Examples of English here:
- Greetings are “Mowning”, “Aftanoon”, “Evening”, or “Allo”. (Not sure about that last one, but it reminds me of a fun scene in the movie “Labyrinth”.)
- You can ask “How fo you?” or just “How?” …and that little bit of Native American-ness gets me giggling.
- Exiting a taxi is “Drop me here”.
- “Gimme” is a perfectly acceptable request from an adult.
- “You’re welcome.” is not a response to a thank you, but a show of hsopitality.
- “We are togeder” is a compliment meaning we are friends now.
- I learned this from a guard near my house in Yaoundé. Each time I go to work or return from my lunch break. “You are going?” and “You are coming back?” never gets old. If you ever want to know which direction I went…he’s sure to know.
There is a pidgin (mixed language) language here that uses English words with it’s own phrases and grammar, but I’m just talking about English. Here’s my first-day attempt at an example sentence in Cameroonian English.
“I dun get him come out, but he go back like flash.”

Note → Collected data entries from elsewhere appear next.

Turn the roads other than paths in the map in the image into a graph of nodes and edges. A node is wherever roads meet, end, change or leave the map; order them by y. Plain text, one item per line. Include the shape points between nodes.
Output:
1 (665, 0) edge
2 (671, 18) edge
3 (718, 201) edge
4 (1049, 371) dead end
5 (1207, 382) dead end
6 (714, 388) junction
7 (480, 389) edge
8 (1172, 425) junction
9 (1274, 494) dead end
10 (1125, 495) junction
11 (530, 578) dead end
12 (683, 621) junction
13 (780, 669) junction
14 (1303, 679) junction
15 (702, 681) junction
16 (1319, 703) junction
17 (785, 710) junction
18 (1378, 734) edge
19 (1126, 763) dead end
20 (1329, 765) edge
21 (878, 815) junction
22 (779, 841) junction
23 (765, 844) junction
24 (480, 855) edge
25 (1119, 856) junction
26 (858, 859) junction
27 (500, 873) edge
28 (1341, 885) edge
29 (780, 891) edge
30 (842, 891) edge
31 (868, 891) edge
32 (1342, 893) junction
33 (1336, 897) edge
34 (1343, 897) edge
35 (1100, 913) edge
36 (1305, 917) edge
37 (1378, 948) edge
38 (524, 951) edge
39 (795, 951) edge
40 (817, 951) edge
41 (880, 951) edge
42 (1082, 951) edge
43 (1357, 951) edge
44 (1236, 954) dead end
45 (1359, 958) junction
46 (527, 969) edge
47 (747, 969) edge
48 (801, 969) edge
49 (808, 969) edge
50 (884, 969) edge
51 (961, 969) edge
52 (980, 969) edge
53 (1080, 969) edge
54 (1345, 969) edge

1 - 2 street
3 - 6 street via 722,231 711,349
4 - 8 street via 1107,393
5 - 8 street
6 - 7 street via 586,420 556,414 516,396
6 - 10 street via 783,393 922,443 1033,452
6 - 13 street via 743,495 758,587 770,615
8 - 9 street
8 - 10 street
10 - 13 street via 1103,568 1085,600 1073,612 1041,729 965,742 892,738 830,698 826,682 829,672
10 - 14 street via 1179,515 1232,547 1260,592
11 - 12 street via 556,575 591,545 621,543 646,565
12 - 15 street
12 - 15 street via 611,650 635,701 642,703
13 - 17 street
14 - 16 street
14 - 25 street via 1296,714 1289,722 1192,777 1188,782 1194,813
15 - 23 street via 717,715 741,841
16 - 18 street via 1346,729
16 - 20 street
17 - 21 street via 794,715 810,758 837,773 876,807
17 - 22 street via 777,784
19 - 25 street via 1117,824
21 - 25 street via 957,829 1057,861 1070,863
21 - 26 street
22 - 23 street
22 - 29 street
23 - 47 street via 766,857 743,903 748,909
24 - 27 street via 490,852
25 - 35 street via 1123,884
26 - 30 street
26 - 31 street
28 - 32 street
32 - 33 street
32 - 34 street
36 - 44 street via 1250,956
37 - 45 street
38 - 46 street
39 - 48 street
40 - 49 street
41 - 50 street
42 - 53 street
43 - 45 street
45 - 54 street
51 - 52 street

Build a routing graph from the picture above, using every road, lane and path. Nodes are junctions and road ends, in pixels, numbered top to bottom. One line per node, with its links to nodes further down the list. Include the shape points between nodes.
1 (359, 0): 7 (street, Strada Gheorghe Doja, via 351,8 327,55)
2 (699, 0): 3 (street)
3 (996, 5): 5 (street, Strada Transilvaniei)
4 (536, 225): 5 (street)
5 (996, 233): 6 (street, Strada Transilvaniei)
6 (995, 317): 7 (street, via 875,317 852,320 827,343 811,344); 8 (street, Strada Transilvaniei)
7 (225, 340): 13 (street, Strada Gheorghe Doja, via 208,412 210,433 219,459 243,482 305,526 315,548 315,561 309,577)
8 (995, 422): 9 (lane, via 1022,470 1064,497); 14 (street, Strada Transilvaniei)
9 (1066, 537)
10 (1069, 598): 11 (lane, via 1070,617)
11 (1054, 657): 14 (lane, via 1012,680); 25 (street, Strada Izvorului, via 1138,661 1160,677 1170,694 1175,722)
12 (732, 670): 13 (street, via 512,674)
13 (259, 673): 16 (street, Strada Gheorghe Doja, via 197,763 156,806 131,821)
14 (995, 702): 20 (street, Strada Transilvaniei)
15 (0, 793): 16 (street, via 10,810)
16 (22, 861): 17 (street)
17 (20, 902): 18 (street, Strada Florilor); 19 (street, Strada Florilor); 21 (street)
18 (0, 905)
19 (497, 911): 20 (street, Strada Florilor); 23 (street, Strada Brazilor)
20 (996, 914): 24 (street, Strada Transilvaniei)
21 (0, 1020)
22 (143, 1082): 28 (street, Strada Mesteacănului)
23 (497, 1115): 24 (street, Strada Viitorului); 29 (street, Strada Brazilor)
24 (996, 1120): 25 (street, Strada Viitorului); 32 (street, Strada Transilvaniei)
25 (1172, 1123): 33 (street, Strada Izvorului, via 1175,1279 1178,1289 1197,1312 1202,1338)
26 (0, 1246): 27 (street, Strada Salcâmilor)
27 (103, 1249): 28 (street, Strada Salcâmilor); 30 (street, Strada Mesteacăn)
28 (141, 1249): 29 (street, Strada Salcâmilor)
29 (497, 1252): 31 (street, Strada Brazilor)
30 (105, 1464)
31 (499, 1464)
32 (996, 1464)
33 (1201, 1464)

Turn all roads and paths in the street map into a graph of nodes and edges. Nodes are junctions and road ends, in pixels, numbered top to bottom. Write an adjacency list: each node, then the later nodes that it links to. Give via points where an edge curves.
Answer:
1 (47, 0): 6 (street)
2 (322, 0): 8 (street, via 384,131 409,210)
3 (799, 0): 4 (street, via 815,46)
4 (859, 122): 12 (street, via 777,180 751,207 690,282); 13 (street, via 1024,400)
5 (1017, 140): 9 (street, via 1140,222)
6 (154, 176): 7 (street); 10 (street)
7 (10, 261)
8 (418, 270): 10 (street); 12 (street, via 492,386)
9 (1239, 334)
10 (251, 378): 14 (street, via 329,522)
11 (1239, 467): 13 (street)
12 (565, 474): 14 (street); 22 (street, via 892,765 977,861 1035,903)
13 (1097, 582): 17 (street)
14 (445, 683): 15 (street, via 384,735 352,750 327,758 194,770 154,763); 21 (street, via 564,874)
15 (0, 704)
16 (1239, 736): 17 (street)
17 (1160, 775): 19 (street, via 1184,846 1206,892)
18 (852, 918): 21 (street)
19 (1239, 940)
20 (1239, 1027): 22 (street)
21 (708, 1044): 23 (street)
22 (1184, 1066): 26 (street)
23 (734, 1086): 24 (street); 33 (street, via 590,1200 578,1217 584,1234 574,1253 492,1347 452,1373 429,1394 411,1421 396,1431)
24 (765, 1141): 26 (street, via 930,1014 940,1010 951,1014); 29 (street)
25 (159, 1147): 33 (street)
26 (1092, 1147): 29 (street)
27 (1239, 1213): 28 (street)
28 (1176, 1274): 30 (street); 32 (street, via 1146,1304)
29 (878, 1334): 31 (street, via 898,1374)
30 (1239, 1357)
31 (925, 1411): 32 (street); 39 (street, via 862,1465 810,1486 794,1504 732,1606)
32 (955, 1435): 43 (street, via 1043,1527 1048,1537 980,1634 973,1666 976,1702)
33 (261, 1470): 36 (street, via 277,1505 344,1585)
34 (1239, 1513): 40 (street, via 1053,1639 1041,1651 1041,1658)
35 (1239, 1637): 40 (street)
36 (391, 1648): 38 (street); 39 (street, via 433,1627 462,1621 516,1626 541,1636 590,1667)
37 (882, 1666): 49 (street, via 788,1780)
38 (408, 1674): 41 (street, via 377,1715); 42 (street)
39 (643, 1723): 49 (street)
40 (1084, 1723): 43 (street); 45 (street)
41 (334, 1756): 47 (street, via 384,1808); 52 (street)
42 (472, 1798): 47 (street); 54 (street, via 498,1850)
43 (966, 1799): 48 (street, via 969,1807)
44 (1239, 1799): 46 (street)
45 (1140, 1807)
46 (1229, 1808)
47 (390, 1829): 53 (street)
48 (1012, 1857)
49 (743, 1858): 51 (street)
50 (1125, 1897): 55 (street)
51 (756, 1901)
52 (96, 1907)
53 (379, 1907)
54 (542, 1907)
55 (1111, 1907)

I had that sentence checked by a mostly-Cameroonian. 🙂
Now I go sleep now fo teach tomorrow.
You are highly welcome! Cameroonian Pigin is technically not a pidgin anymore – it is a creole. Basically that means that instead of being mostly english vocabulary based on local grammars, it has become its own language, and the first language (mother tongue) of many people in the Northwest and Southwest regions. That’s one of the reasons that they actually did the translation of the New Testament into Cameroonian Pigin. So most people you speak with probably speak fluent Pigin, and they will be mixing in English with that – which is why it can seem just like broken English. So I don’t know if the Ebonics will be much help. Have fun with the language game!